Stored data entries:
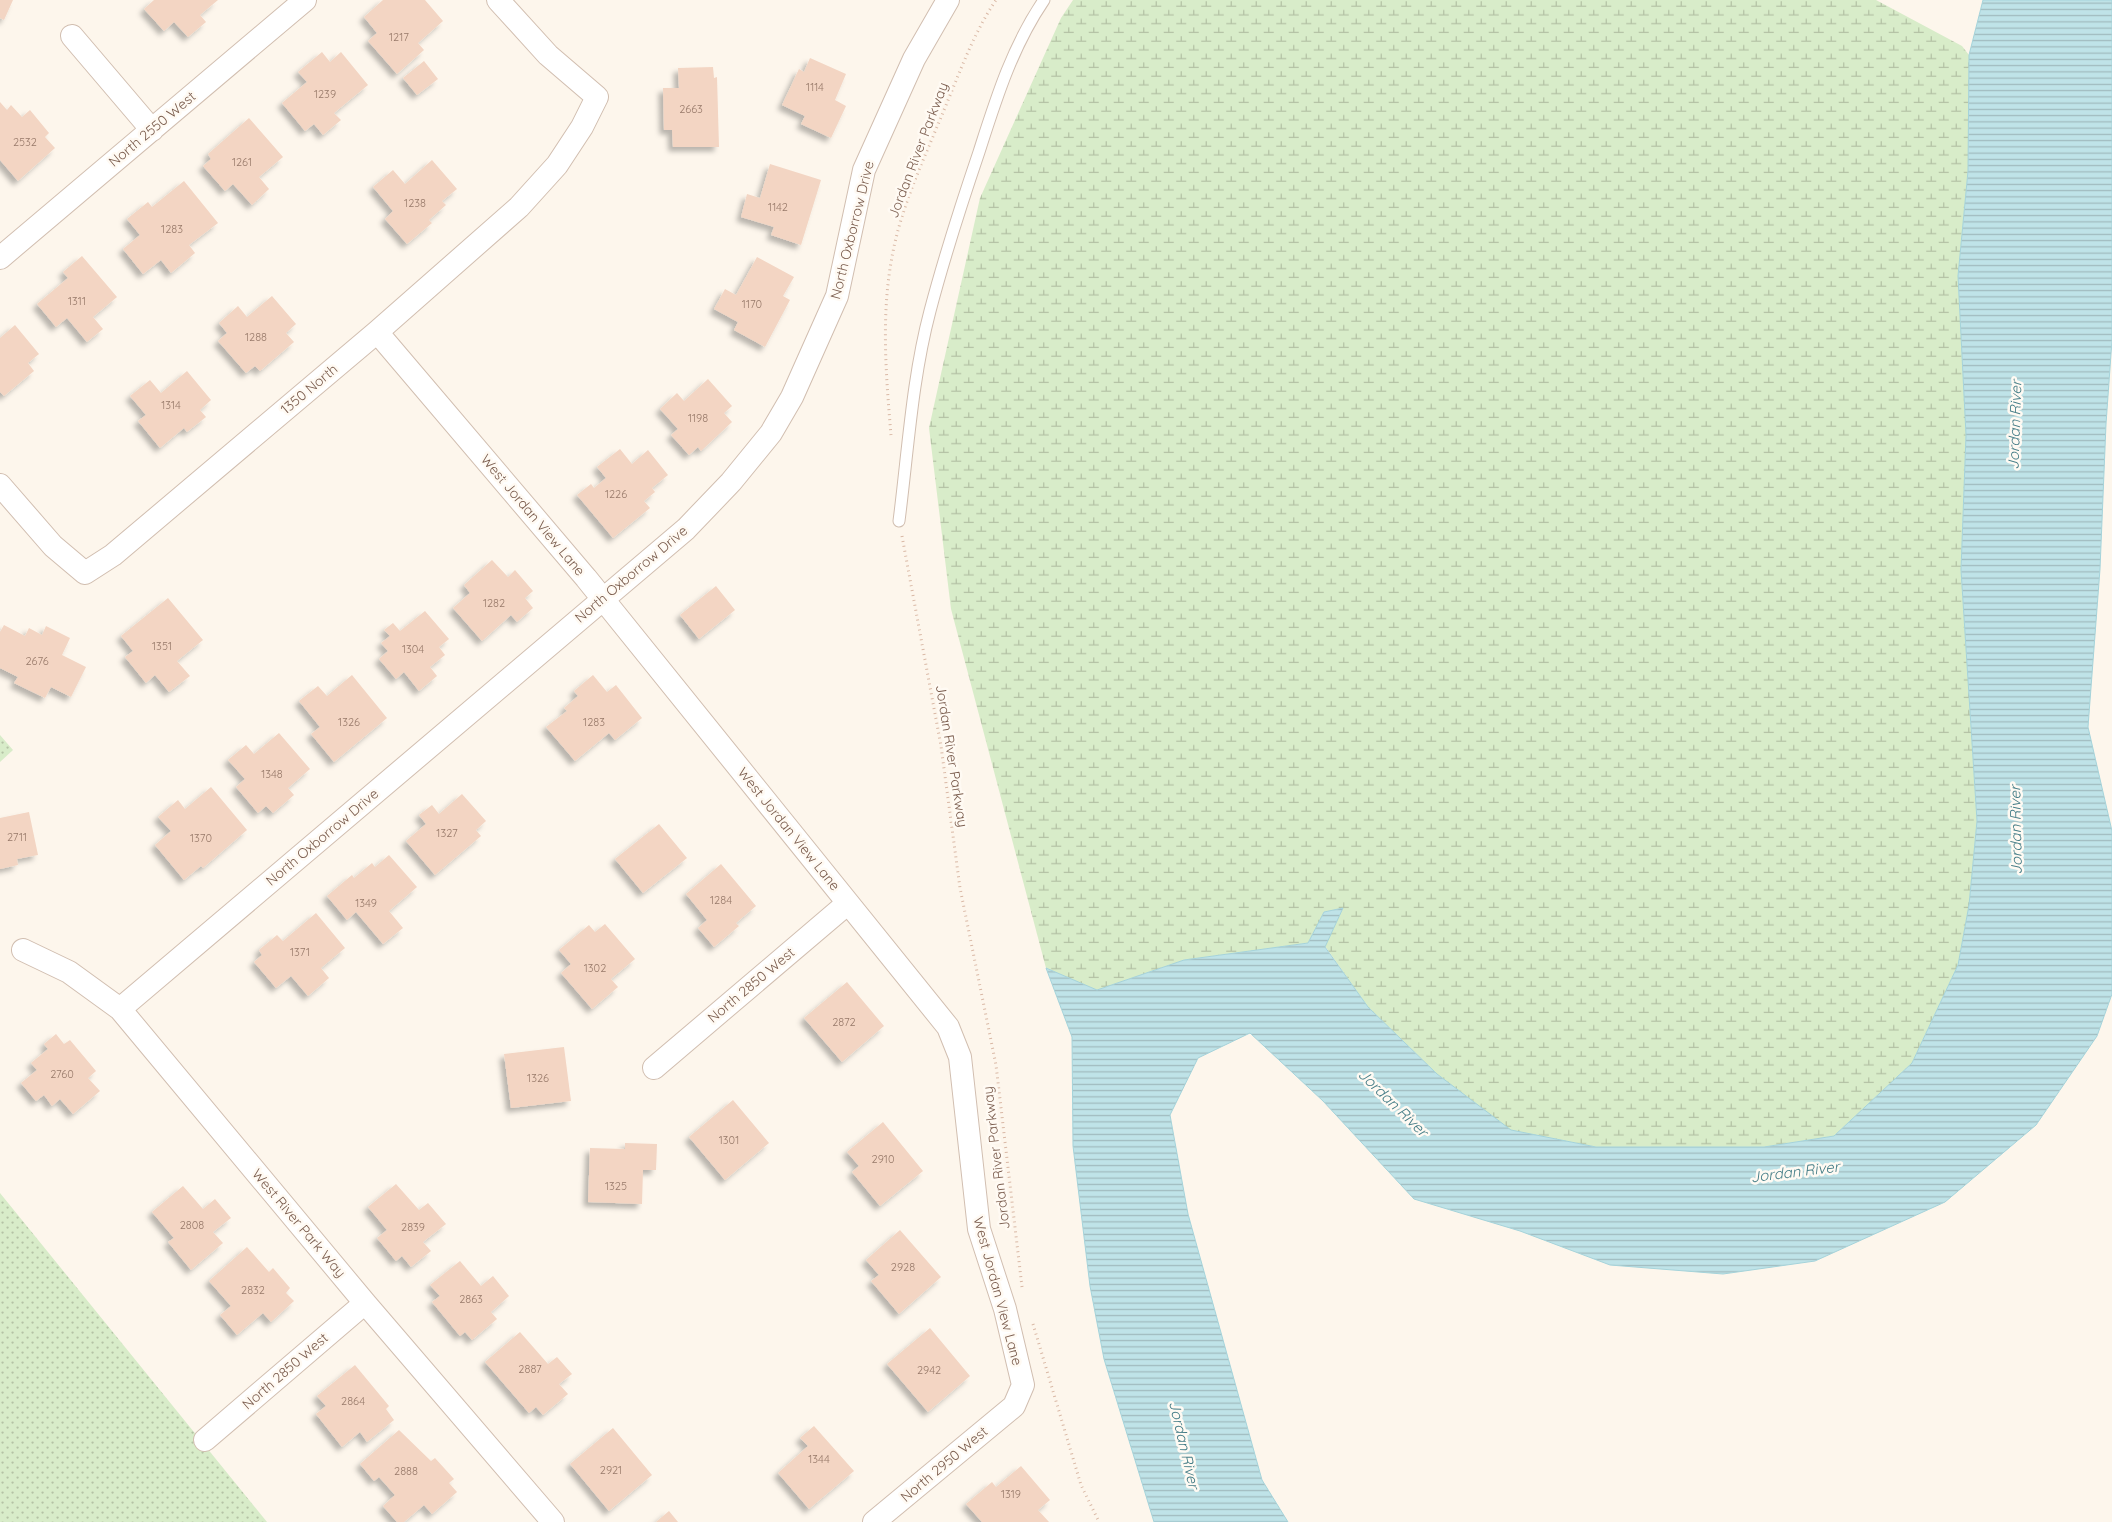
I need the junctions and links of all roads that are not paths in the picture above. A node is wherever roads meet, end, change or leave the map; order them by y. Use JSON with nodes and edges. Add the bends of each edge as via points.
{"nodes":[{"id":1,"x":305,"y":0,"type":"edge"},
{"id":2,"x":498,"y":0,"type":"edge"},
{"id":3,"x":948,"y":0,"type":"edge"},
{"id":4,"x":1044,"y":0,"type":"edge"},
{"id":5,"x":72,"y":36,"type":"dead end"},
{"id":6,"x":152,"y":130,"type":"junction"},
{"id":7,"x":0,"y":258,"type":"edge"},
{"id":8,"x":377,"y":332,"type":"junction"},
{"id":9,"x":0,"y":485,"type":"edge"},
{"id":10,"x":899,"y":521,"type":"road end"},
{"id":11,"x":603,"y":599,"type":"junction"},
{"id":12,"x":848,"y":903,"type":"junction"},
{"id":13,"x":24,"y":950,"type":"dead end"},
{"id":14,"x":120,"y":1009,"type":"junction"},
{"id":15,"x":654,"y":1068,"type":"dead end"},
{"id":16,"x":365,"y":1303,"type":"junction"},
{"id":17,"x":1014,"y":1406,"type":"joint"},
{"id":18,"x":205,"y":1440,"type":"dead end"},
{"id":19,"x":552,"y":1522,"type":"edge"},
{"id":20,"x":874,"y":1522,"type":"edge"}],
"edges":[{"from":1,"to":6,"type":"street","name":"North 2550 West"},
{"from":2,"to":8,"type":"street","name":"1350 North","via":[[548,55],[597,97],[558,165],[520,208]]},
{"from":3,"to":11,"type":"street","name":"North Oxborrow Drive","via":[[914,59],[864,170],[837,296],[792,397],[771,433],[731,482],[686,529]]},
{"from":4,"to":10,"type":"lane","via":[[1025,28],[1004,74],[929,312]]},
{"from":5,"to":6,"type":"street"},
{"from":6,"to":7,"type":"street","name":"North 2550 West"},
{"from":8,"to":9,"type":"street","name":"1350 North","via":[[113,555],[85,573],[53,546]]},
{"from":8,"to":11,"type":"street","name":"West Jordan View Lane"},
{"from":11,"to":12,"type":"street","name":"West Jordan View Lane"},
{"from":11,"to":14,"type":"street","name":"North Oxborrow Drive"},
{"from":12,"to":15,"type":"street","name":"North 2850 West"},
{"from":12,"to":17,"type":"street","name":"West Jordan View Lane","via":[[948,1027],[960,1057],[979,1229],[1005,1309],[1023,1385]]},
{"from":13,"to":14,"type":"street","name":"West River Park Way","via":[[69,972]]},
{"from":14,"to":16,"type":"street","name":"West River Park Way"},
{"from":16,"to":18,"type":"street","name":"North 2850 West"},
{"from":16,"to":19,"type":"street","name":"West River Park Way"},
{"from":17,"to":20,"type":"street","name":"North 2950 West"}]}
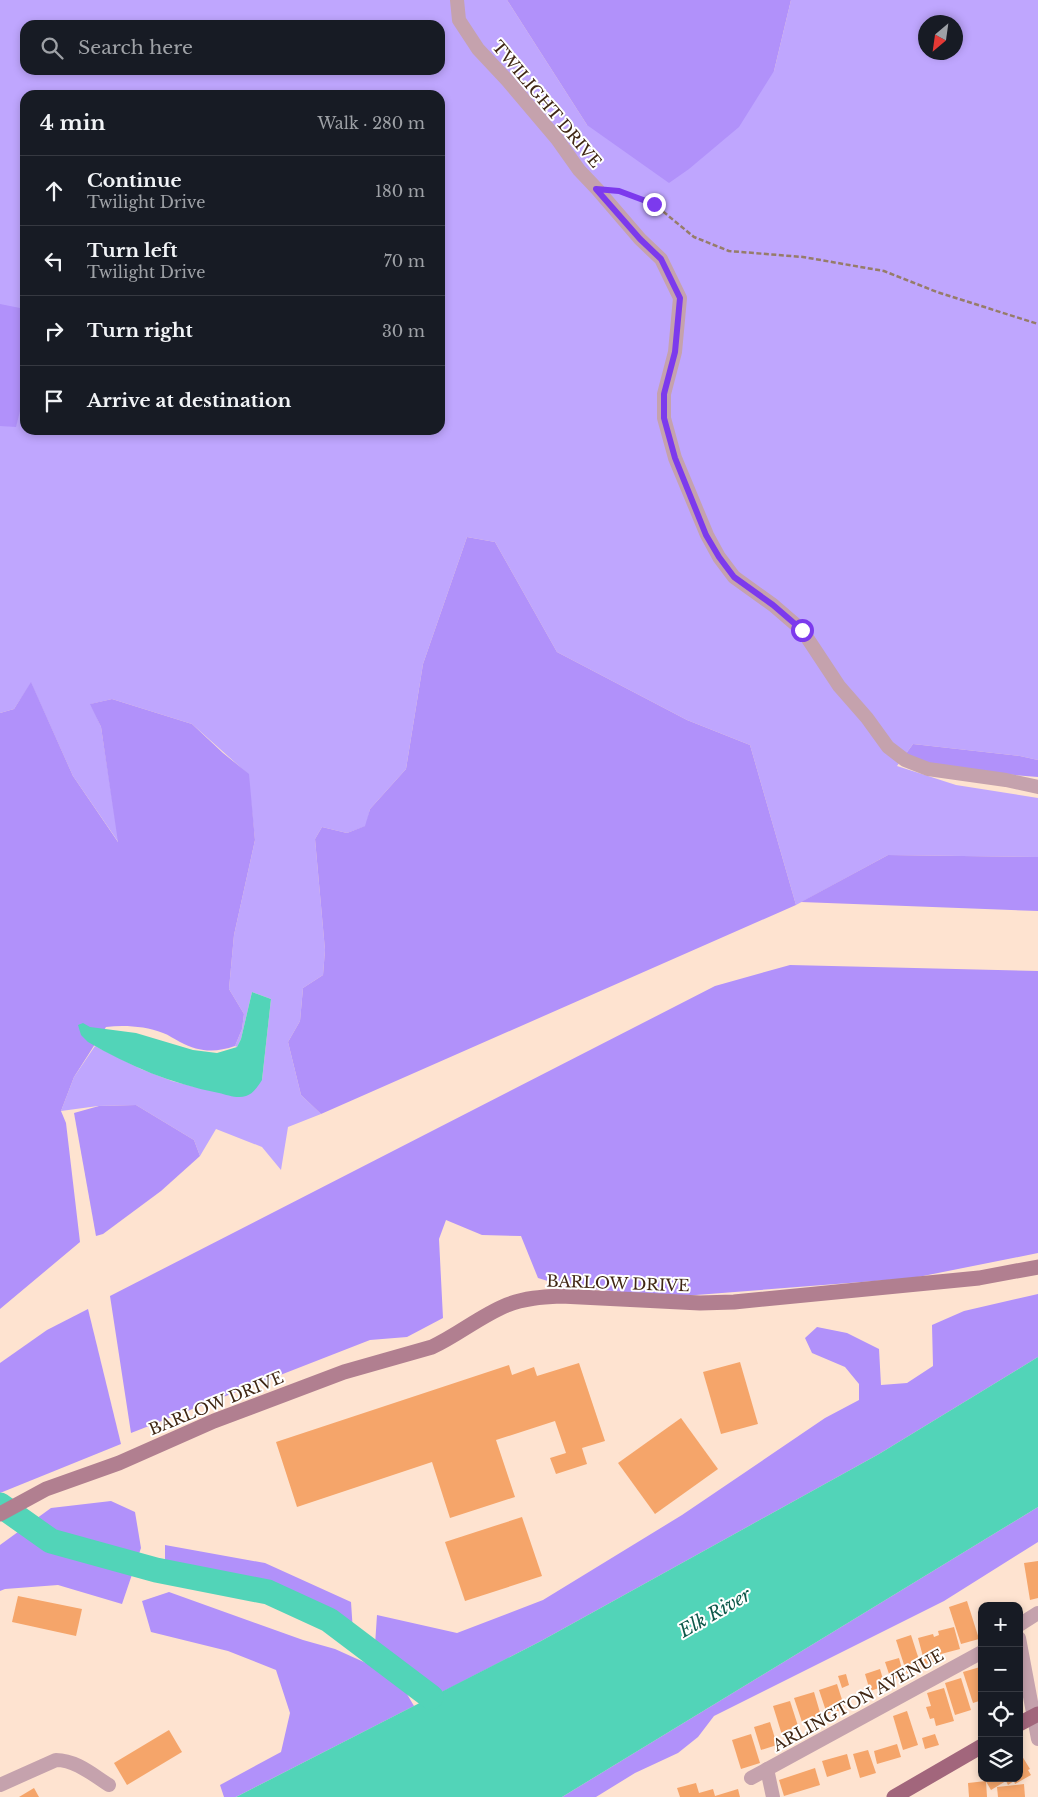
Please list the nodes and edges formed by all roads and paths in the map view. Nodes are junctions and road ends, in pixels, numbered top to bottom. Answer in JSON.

• _WHAT TO DO_
Reproduce all the entries that precede this task, word for word, minus any pictures.

• _WRITTEN RESPONSE_
I need the junctions and links of all roads that are not paths in the picture above. A node is wherever roads meet, end, change or leave the map; order them by y. Use JSON with nodes and edges. Add the bends of each edge as via points.
{"nodes":[{"id":1,"x":305,"y":0,"type":"edge"},
{"id":2,"x":498,"y":0,"type":"edge"},
{"id":3,"x":948,"y":0,"type":"edge"},
{"id":4,"x":1044,"y":0,"type":"edge"},
{"id":5,"x":72,"y":36,"type":"dead end"},
{"id":6,"x":152,"y":130,"type":"junction"},
{"id":7,"x":0,"y":258,"type":"edge"},
{"id":8,"x":377,"y":332,"type":"junction"},
{"id":9,"x":0,"y":485,"type":"edge"},
{"id":10,"x":899,"y":521,"type":"road end"},
{"id":11,"x":603,"y":599,"type":"junction"},
{"id":12,"x":848,"y":903,"type":"junction"},
{"id":13,"x":24,"y":950,"type":"dead end"},
{"id":14,"x":120,"y":1009,"type":"junction"},
{"id":15,"x":654,"y":1068,"type":"dead end"},
{"id":16,"x":365,"y":1303,"type":"junction"},
{"id":17,"x":1014,"y":1406,"type":"joint"},
{"id":18,"x":205,"y":1440,"type":"dead end"},
{"id":19,"x":552,"y":1522,"type":"edge"},
{"id":20,"x":874,"y":1522,"type":"edge"}],
"edges":[{"from":1,"to":6,"type":"street","name":"North 2550 West"},
{"from":2,"to":8,"type":"street","name":"1350 North","via":[[548,55],[597,97],[558,165],[520,208]]},
{"from":3,"to":11,"type":"street","name":"North Oxborrow Drive","via":[[914,59],[864,170],[837,296],[792,397],[771,433],[731,482],[686,529]]},
{"from":4,"to":10,"type":"lane","via":[[1025,28],[1004,74],[929,312]]},
{"from":5,"to":6,"type":"street"},
{"from":6,"to":7,"type":"street","name":"North 2550 West"},
{"from":8,"to":9,"type":"street","name":"1350 North","via":[[113,555],[85,573],[53,546]]},
{"from":8,"to":11,"type":"street","name":"West Jordan View Lane"},
{"from":11,"to":12,"type":"street","name":"West Jordan View Lane"},
{"from":11,"to":14,"type":"street","name":"North Oxborrow Drive"},
{"from":12,"to":15,"type":"street","name":"North 2850 West"},
{"from":12,"to":17,"type":"street","name":"West Jordan View Lane","via":[[948,1027],[960,1057],[979,1229],[1005,1309],[1023,1385]]},
{"from":13,"to":14,"type":"street","name":"West River Park Way","via":[[69,972]]},
{"from":14,"to":16,"type":"street","name":"West River Park Way"},
{"from":16,"to":18,"type":"street","name":"North 2850 West"},
{"from":16,"to":19,"type":"street","name":"West River Park Way"},
{"from":17,"to":20,"type":"street","name":"North 2950 West"}]}
Please list the nodes and edges formed by all roads and paths in the map view. Nodes are junctions and road ends, in pixels, numbered top to bottom. Answer in JSON.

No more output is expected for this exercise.